At church last Sunday, a precious friend of mine walked up to me and said, “So, I hear you’re expecting.” Then she gave me this sweet smile and hugged me. Two nights before, she had attended a cookout where Andy had shared the news that we have begun the adoption process. She has no idea how much her words meant to me.
I’ve discovered that people don’t really know how to treat someone who is “unable” to have children of their own, someone who is in the process of adopting. How do you talk to someone who is going to raise a baby that didn’t come from her body?
After reading my post “Get In My Belly!” a dear childhood friend of mine (whose mother was adopted) wrote me an e-mail. She prefaced her thoughts by saying that she realized what she was about to say would probably sound crazy, but it didn’t sound crazy to me at all.
When Emilee read where Andy said, “I don’t care about the money anymore. It’s time to move forward [with adoption],” she felt like that was the moment our baby was conceived. She went on to compare our journey of waiting for a child to that of a pregnant woman in waiting for her little one to arrive. Neither an adoptive mom nor a birth mom can see the baby before it’s born. Both wonder what he/she will look like. Both worry about the development of the baby. Both worry about the safety of the baby during delivery. Both prepare for the baby’s arrival. Both worry that they won’t know what to do when they bring baby home. Both experience pain (physical and/or emotional) but when the baby arrives, the pain is forgotten. “The end result is the same—you have a precious baby or child!”
Emilee went on to say, “You many never have a huge belly, but your heart will keep getting bigger and bigger and pretty soon you’ll feel/see things start to move and change—maybe not a significant change, but a little something to let you know it’s on the way. You love that child right now, even though you have no idea who this person is…then you’ll have that first time you ever saw him or her moment.”

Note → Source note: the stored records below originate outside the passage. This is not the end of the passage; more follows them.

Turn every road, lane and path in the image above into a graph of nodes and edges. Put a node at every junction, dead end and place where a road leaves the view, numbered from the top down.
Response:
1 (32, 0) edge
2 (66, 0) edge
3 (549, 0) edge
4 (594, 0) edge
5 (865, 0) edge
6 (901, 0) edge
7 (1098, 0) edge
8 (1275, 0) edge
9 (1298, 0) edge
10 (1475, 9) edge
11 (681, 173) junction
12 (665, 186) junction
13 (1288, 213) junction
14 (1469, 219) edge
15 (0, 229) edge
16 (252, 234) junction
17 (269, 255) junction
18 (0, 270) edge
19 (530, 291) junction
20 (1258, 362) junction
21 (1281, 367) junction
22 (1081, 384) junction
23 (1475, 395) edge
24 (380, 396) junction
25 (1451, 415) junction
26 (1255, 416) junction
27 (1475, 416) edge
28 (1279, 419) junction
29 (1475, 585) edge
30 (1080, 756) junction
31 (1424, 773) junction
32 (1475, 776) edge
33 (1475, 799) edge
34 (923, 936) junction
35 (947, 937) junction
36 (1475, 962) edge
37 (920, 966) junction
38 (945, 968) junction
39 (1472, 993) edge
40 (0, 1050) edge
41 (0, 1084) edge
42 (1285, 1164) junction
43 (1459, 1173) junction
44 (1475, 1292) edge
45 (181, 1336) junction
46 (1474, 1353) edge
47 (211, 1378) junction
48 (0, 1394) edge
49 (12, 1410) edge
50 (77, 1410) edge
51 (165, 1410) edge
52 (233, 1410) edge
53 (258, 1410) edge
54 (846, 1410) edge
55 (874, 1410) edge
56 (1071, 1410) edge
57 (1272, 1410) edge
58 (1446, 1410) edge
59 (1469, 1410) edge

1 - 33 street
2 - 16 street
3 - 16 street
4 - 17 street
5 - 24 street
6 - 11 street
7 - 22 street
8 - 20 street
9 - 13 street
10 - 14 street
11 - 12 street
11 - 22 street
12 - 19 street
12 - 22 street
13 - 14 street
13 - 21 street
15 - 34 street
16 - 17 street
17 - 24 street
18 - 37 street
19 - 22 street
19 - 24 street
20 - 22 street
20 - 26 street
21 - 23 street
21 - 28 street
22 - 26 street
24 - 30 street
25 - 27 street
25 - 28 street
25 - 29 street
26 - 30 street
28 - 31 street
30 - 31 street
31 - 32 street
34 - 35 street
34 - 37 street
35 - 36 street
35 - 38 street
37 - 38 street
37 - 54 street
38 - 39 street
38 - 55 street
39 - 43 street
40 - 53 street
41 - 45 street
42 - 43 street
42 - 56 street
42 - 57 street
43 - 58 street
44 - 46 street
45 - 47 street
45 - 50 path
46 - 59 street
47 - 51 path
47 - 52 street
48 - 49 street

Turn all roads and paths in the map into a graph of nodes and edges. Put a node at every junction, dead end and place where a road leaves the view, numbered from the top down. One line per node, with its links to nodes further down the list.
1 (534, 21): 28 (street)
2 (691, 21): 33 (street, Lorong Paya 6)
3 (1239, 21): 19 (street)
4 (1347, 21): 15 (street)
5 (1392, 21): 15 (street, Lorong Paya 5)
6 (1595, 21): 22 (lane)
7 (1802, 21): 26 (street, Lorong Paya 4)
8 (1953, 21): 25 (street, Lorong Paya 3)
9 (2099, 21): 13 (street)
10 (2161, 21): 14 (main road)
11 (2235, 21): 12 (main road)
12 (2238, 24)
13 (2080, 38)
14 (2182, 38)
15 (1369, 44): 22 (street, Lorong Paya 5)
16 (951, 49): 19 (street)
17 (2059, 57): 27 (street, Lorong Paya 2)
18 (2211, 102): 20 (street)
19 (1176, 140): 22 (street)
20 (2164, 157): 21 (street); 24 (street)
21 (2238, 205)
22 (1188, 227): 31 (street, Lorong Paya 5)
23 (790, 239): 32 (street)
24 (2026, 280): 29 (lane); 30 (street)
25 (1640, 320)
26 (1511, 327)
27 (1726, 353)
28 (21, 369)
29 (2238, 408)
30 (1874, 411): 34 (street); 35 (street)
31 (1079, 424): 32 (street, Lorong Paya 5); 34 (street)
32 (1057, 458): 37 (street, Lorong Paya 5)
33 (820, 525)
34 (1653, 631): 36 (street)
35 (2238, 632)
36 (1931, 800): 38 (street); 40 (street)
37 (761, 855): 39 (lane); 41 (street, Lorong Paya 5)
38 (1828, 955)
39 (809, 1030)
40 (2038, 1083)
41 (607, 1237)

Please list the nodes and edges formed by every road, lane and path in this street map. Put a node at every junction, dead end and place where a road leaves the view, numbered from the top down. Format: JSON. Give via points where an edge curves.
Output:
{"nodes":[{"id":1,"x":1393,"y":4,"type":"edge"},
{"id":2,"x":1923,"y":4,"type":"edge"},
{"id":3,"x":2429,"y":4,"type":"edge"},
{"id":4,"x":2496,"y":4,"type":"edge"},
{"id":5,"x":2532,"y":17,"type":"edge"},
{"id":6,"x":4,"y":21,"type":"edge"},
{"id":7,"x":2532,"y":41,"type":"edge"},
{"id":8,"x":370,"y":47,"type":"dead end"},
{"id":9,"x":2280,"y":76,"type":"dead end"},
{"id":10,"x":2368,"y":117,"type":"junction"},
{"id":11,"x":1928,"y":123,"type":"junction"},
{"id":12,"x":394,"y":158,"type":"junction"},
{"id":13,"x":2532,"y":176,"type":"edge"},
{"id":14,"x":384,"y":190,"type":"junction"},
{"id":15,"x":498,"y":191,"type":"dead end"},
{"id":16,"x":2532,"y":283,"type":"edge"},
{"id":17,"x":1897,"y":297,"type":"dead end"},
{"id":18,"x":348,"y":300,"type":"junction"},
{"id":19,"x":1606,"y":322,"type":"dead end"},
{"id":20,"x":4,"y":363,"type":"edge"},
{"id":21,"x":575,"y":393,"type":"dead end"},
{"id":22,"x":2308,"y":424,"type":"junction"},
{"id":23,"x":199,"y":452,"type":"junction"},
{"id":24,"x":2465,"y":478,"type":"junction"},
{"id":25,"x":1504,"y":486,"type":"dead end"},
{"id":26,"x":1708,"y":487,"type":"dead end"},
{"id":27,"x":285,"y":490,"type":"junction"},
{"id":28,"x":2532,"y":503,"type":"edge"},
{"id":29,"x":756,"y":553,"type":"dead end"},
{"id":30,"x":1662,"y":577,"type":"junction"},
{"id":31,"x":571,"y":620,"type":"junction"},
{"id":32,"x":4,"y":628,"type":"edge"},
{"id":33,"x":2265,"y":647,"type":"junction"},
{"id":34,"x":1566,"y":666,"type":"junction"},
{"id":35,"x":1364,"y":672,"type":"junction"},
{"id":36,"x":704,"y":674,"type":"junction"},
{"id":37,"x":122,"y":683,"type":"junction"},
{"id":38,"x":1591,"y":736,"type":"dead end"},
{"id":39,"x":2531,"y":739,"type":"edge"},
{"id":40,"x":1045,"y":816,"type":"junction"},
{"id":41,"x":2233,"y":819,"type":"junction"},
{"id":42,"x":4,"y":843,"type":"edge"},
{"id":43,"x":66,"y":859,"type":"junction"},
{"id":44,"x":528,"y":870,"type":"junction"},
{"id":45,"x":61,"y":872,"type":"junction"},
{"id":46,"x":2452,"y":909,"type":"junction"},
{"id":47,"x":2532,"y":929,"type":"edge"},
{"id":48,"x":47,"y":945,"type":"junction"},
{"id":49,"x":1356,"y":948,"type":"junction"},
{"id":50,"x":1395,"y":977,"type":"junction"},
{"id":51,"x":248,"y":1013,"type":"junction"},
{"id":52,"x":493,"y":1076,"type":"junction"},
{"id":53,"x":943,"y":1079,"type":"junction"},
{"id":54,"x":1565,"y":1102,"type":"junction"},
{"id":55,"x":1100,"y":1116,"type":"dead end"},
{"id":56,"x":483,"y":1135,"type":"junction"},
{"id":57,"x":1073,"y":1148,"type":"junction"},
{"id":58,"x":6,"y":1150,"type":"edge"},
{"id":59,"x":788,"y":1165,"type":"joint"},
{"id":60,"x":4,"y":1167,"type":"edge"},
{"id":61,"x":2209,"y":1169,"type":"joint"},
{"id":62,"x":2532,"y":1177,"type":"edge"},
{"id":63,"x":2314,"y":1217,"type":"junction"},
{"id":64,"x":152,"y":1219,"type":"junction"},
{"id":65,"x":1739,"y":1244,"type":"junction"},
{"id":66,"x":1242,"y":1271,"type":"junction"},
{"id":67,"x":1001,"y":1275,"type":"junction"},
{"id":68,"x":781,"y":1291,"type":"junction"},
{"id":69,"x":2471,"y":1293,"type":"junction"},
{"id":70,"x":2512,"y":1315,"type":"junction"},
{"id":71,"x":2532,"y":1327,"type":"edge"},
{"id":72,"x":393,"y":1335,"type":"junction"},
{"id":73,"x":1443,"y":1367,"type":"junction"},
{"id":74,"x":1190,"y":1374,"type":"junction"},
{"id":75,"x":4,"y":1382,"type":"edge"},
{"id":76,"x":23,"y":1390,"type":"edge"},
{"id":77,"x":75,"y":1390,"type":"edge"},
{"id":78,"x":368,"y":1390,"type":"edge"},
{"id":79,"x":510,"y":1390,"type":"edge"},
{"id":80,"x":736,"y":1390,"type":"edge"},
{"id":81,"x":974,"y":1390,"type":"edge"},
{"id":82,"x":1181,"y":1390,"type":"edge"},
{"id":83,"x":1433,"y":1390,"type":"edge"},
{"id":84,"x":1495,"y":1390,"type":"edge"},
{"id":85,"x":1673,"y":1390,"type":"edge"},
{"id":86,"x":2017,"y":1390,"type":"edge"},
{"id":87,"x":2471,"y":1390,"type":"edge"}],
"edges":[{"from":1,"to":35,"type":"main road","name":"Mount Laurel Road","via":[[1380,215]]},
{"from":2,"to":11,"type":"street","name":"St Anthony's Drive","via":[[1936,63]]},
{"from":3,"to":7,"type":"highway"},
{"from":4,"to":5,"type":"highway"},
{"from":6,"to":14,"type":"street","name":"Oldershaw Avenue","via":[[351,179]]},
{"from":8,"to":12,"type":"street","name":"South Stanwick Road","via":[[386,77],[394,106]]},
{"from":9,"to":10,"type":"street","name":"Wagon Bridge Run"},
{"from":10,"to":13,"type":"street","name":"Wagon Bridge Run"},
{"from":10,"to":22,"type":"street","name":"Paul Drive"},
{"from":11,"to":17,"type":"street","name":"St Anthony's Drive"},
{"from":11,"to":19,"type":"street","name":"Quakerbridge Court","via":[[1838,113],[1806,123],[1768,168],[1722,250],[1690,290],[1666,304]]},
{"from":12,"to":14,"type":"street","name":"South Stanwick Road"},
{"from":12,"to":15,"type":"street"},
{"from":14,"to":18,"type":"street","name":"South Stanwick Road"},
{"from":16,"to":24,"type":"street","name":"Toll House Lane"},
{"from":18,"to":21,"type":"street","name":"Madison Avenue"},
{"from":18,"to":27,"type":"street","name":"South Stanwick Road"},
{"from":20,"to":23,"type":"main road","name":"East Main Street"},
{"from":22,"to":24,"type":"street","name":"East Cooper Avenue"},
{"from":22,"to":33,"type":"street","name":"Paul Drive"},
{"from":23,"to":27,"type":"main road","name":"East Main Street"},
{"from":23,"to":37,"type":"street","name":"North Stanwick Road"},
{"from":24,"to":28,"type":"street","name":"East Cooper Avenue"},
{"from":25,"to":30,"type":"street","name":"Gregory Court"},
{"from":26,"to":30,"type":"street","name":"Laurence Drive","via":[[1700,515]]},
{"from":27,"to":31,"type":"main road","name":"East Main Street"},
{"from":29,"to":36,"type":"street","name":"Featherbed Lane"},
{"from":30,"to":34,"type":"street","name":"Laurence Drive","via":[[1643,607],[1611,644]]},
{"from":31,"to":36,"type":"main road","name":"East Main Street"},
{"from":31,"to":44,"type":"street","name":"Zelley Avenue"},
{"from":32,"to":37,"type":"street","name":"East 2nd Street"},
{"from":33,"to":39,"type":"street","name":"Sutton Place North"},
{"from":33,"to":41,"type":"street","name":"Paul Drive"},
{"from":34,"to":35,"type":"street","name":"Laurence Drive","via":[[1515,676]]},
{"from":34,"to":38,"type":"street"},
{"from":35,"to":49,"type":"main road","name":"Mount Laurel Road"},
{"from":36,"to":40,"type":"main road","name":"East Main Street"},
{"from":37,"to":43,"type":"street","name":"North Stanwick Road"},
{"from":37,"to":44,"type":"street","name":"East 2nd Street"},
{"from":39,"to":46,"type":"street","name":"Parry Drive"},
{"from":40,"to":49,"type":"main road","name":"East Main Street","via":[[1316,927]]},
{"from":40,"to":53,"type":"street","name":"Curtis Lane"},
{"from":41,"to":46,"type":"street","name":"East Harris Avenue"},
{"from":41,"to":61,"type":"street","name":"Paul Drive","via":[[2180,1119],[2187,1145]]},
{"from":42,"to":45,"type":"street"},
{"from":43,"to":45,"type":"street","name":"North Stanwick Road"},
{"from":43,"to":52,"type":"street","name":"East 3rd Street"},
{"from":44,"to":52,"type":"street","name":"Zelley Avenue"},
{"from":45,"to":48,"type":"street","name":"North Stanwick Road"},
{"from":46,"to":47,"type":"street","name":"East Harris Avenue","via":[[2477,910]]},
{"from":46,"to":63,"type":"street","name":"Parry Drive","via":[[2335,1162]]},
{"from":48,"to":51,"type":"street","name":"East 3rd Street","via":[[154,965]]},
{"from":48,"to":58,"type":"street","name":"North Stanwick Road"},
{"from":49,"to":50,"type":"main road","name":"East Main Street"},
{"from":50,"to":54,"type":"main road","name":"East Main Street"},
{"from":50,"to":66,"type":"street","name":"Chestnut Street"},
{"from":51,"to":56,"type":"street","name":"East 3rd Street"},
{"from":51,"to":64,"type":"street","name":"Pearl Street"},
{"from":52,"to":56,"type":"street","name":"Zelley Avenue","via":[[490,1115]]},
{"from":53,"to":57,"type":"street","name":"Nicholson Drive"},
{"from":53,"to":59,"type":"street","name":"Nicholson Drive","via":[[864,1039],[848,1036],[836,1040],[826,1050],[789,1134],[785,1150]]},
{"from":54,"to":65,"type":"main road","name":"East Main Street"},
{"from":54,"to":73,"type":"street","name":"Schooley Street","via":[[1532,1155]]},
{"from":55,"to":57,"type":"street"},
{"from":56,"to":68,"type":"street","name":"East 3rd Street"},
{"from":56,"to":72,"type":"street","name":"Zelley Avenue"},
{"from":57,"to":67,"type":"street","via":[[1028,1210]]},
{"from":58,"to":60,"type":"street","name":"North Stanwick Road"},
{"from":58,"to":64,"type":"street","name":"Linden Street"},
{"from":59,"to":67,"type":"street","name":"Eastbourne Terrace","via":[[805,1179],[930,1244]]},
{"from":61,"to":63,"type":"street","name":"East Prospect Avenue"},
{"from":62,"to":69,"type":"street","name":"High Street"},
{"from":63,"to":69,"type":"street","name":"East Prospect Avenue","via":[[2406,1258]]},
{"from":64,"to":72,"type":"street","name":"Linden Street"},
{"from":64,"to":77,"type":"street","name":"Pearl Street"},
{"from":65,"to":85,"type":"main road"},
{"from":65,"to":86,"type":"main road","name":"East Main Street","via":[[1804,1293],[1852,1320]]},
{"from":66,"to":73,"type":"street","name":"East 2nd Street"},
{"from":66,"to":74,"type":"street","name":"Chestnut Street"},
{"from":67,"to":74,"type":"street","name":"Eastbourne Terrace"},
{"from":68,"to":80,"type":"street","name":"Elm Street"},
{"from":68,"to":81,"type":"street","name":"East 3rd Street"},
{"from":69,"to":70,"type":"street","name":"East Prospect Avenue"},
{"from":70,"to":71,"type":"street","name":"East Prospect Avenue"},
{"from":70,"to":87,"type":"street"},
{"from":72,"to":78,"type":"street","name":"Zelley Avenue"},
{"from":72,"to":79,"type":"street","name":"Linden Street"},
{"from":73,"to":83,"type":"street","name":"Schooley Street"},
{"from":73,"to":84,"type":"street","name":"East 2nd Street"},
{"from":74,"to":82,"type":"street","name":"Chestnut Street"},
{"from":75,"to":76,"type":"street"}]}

It is such a blessing to have friends that think of adoption that way. I’ve read advice from other adoptive parents that say family and friends should treat an adoptive couple as if they are pregnant. We want people to be as excited for us to adopt as they would be if we were pregnant. As the time gets closer and a birth mom selects us to be the parents of her child, and we have a due date, we will be excited to talk about baby showers, strollers, cribs, etc. We’re thankful to have so many supportive people to share the excitement with.